_WHAT IS BEING ASKED_. List the lines of this listing that hold the word "dead".
== Segment start ==
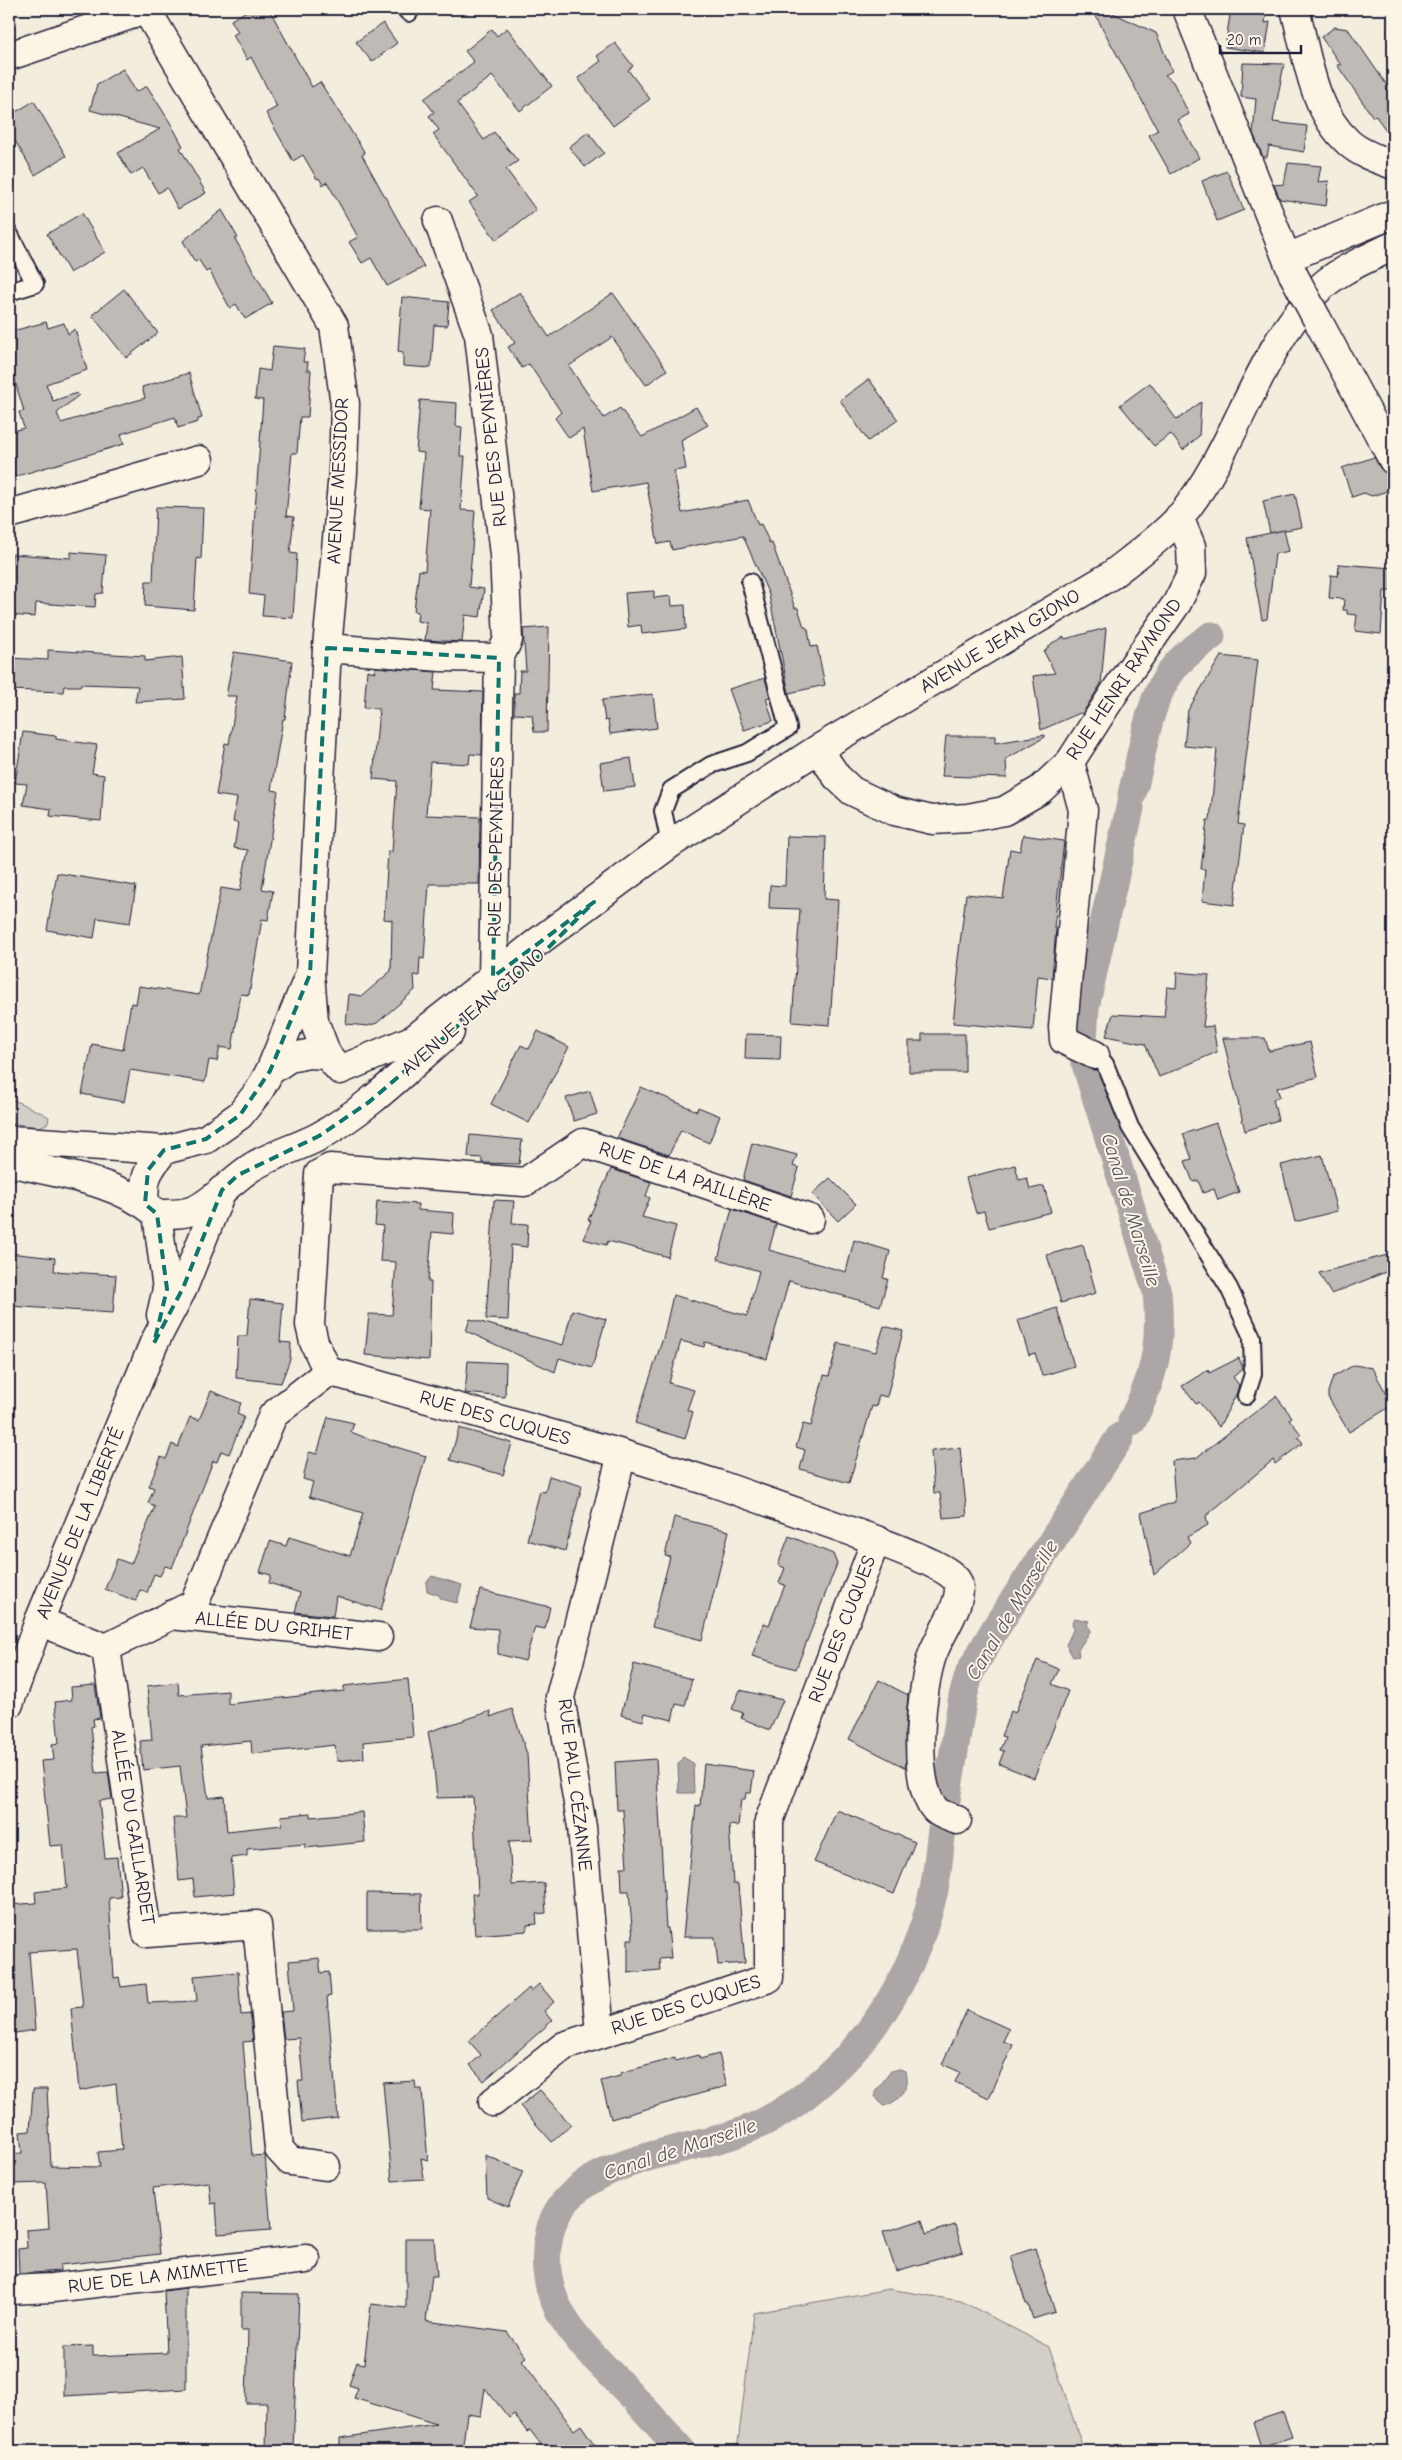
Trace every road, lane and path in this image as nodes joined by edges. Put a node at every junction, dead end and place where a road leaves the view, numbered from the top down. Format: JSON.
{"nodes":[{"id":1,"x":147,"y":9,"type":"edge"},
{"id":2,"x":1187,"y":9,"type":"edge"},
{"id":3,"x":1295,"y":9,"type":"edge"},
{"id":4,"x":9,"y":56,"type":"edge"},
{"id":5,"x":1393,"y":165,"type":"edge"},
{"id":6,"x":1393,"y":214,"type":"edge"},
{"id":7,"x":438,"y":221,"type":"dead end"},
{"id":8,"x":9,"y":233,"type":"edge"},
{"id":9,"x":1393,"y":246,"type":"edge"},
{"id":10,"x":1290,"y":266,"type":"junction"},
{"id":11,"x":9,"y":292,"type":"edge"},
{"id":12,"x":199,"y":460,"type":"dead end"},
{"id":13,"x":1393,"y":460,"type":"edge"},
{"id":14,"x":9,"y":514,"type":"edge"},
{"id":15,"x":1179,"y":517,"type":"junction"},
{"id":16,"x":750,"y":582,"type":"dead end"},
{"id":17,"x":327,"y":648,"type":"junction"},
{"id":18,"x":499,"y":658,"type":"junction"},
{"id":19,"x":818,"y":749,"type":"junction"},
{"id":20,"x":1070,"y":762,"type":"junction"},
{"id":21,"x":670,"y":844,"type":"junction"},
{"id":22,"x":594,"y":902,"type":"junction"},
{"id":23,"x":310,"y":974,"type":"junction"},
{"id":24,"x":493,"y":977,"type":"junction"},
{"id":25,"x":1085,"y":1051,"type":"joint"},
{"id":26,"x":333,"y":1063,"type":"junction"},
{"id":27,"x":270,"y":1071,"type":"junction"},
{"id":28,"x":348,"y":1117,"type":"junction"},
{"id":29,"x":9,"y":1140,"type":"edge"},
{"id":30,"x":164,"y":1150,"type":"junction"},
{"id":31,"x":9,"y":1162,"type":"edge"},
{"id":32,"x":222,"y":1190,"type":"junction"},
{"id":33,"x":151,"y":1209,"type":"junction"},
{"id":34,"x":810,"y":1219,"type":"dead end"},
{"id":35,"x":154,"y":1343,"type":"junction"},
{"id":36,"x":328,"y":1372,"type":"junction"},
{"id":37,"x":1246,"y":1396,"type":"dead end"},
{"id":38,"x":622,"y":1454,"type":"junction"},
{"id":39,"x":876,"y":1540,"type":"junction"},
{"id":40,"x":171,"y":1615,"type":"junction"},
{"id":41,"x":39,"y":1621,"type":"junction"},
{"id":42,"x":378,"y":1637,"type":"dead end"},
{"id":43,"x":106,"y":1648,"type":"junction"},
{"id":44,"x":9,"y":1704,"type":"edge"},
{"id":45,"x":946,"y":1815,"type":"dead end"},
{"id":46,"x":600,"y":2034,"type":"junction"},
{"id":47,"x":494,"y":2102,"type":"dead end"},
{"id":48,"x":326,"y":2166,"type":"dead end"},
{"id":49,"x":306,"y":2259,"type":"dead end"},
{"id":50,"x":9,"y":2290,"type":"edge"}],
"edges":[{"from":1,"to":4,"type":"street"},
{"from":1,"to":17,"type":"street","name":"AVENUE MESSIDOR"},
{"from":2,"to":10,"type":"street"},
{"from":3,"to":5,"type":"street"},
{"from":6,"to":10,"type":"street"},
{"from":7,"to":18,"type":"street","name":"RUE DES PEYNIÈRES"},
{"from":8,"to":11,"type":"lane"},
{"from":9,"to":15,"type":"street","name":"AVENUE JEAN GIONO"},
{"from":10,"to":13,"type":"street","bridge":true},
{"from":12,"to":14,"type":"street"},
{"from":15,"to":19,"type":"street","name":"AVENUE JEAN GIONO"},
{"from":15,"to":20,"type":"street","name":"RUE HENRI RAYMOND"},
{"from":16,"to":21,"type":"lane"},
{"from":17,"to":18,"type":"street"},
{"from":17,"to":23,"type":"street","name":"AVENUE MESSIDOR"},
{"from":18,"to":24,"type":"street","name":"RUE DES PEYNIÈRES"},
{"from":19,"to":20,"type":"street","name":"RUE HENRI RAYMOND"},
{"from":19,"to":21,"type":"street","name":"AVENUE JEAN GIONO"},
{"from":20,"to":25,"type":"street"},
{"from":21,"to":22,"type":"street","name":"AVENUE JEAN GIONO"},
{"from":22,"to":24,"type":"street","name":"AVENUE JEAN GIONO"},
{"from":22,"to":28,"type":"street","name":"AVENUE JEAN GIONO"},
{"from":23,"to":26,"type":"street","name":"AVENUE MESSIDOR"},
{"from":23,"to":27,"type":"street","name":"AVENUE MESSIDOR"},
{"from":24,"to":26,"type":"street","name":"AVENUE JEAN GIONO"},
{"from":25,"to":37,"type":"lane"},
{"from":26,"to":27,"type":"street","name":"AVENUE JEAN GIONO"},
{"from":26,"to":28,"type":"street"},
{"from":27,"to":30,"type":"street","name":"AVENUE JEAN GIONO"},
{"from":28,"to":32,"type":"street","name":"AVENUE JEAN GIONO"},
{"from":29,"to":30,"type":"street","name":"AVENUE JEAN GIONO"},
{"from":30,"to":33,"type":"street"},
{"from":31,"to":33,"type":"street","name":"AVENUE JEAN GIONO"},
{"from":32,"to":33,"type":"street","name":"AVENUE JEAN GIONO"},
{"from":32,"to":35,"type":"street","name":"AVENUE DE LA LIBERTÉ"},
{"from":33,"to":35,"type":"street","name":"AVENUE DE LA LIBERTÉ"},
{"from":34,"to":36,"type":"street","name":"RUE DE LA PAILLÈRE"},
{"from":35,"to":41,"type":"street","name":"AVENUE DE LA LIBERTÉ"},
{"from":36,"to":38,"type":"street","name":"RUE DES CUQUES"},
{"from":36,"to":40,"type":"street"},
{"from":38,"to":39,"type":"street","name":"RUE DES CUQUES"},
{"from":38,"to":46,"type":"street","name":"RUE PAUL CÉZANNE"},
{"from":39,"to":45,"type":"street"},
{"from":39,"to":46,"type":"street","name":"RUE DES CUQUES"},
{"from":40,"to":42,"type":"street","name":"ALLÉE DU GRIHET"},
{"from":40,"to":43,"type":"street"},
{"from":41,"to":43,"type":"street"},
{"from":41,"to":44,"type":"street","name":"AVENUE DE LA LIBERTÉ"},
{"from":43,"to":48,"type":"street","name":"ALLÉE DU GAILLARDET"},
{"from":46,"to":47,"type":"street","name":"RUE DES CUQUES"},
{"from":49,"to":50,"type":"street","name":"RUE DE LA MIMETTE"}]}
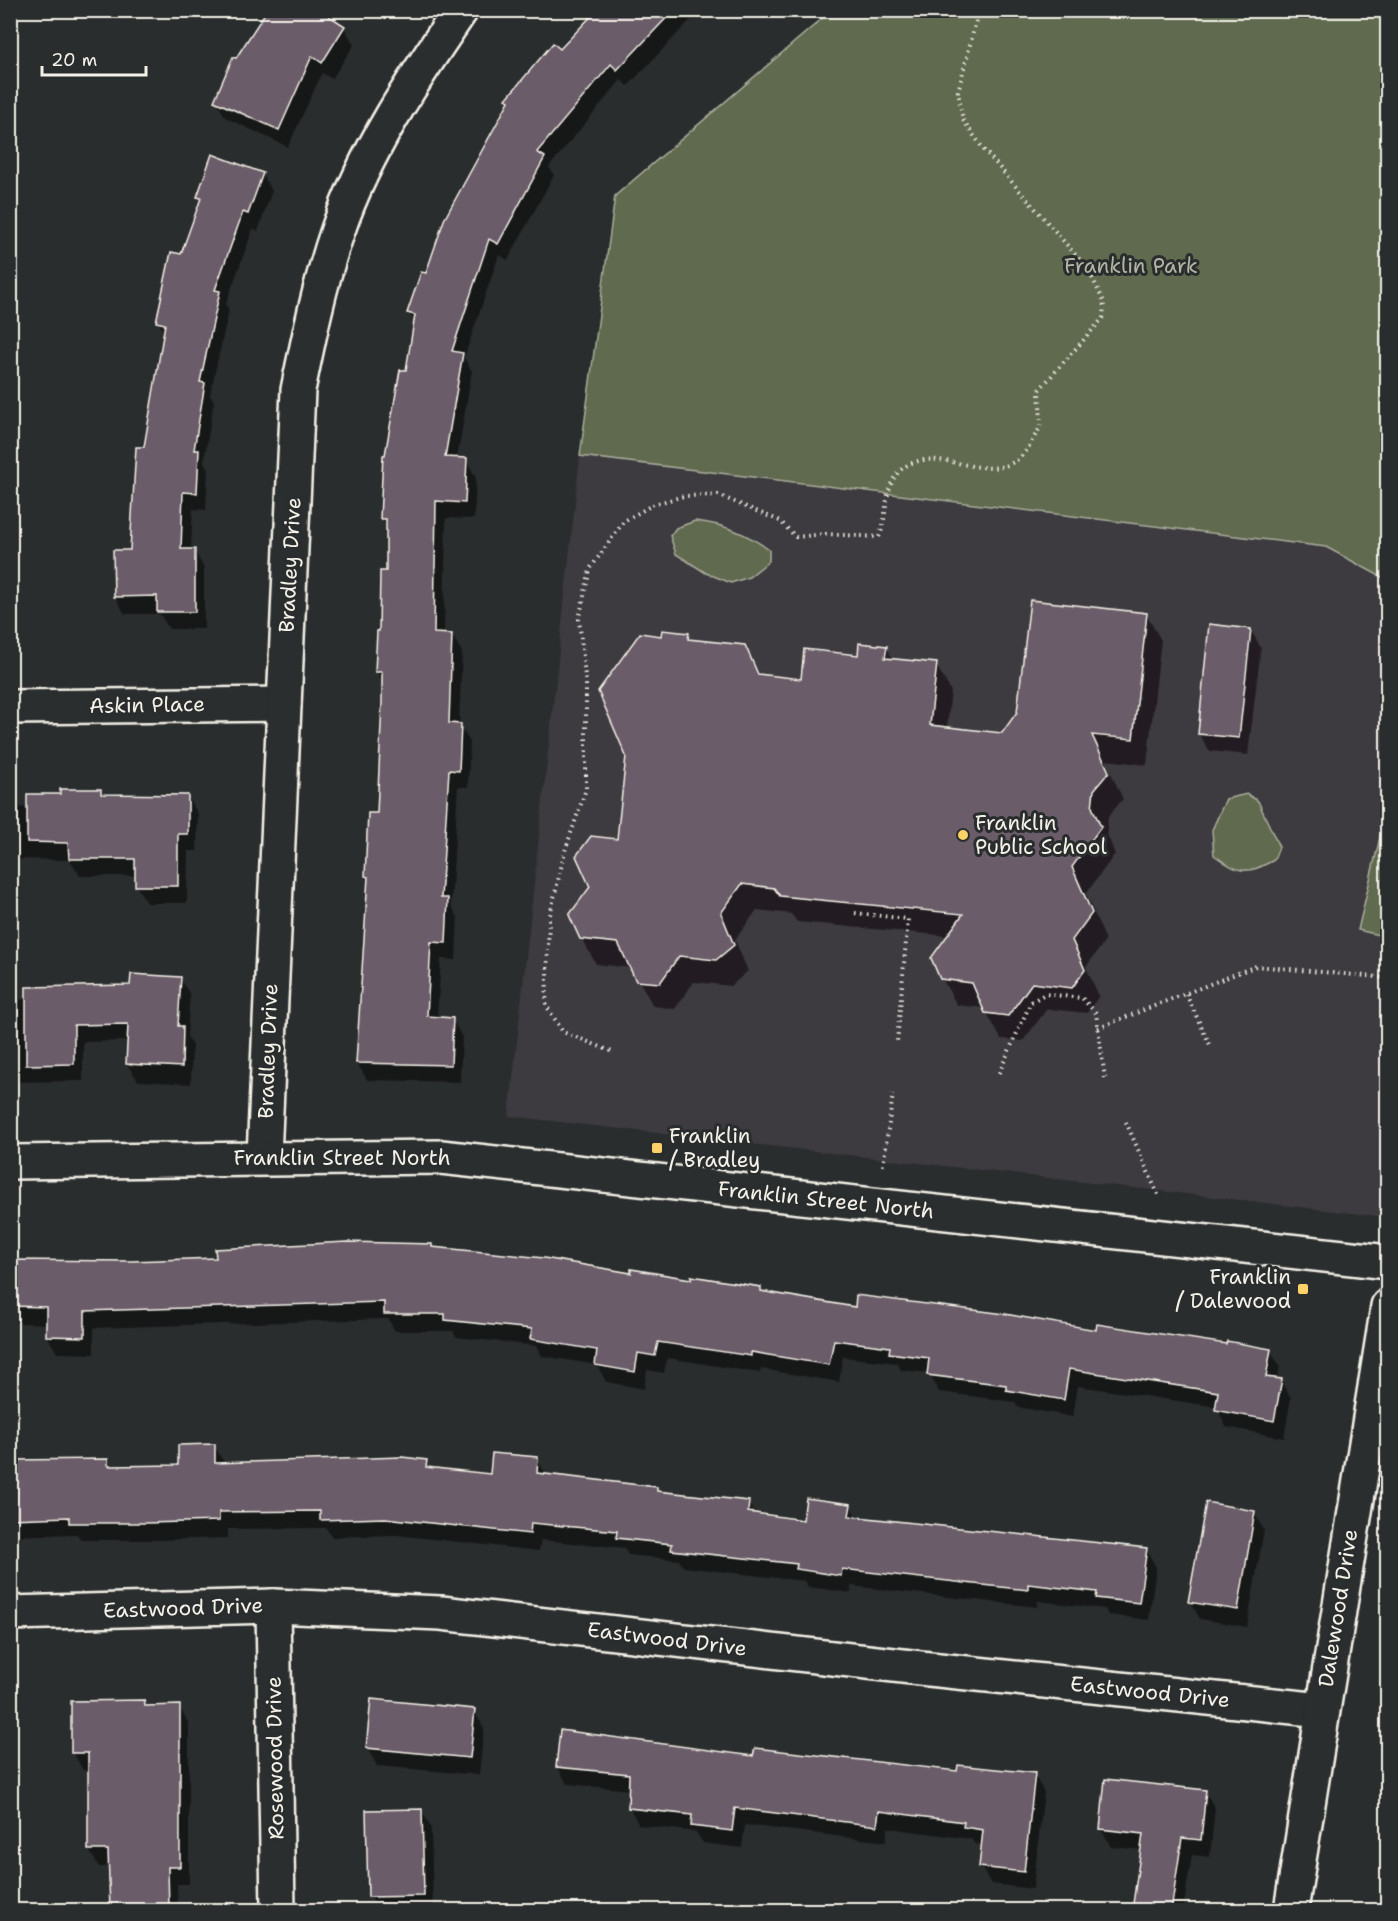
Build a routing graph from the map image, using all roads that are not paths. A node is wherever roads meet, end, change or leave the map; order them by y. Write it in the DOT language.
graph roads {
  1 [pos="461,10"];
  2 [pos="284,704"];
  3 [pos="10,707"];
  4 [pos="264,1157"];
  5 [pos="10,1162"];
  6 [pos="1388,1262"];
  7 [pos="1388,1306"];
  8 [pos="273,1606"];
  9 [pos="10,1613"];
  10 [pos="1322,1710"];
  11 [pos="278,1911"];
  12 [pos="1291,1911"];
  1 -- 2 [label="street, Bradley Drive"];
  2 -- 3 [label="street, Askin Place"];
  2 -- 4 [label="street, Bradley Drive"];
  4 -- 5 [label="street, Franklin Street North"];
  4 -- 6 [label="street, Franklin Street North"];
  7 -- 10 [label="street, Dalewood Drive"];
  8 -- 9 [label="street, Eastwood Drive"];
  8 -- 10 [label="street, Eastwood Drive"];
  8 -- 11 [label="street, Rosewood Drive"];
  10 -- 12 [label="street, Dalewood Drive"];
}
== Segment end ==
_EXERCISE SOLUTION_.
Trace every road, lane and path in this image as nodes joined by edges. Put a node at every junction, dead end and place where a road leaves the view, numbered from the top down. Format: JSON.
{"id":7,"x":438,"y":221,"type":"dead end"},
{"id":12,"x":199,"y":460,"type":"dead end"},
{"id":16,"x":750,"y":582,"type":"dead end"},
{"id":34,"x":810,"y":1219,"type":"dead end"},
{"id":37,"x":1246,"y":1396,"type":"dead end"},
{"id":42,"x":378,"y":1637,"type":"dead end"},
{"id":45,"x":946,"y":1815,"type":"dead end"},
{"id":47,"x":494,"y":2102,"type":"dead end"},
{"id":48,"x":326,"y":2166,"type":"dead end"},
{"id":49,"x":306,"y":2259,"type":"dead end"},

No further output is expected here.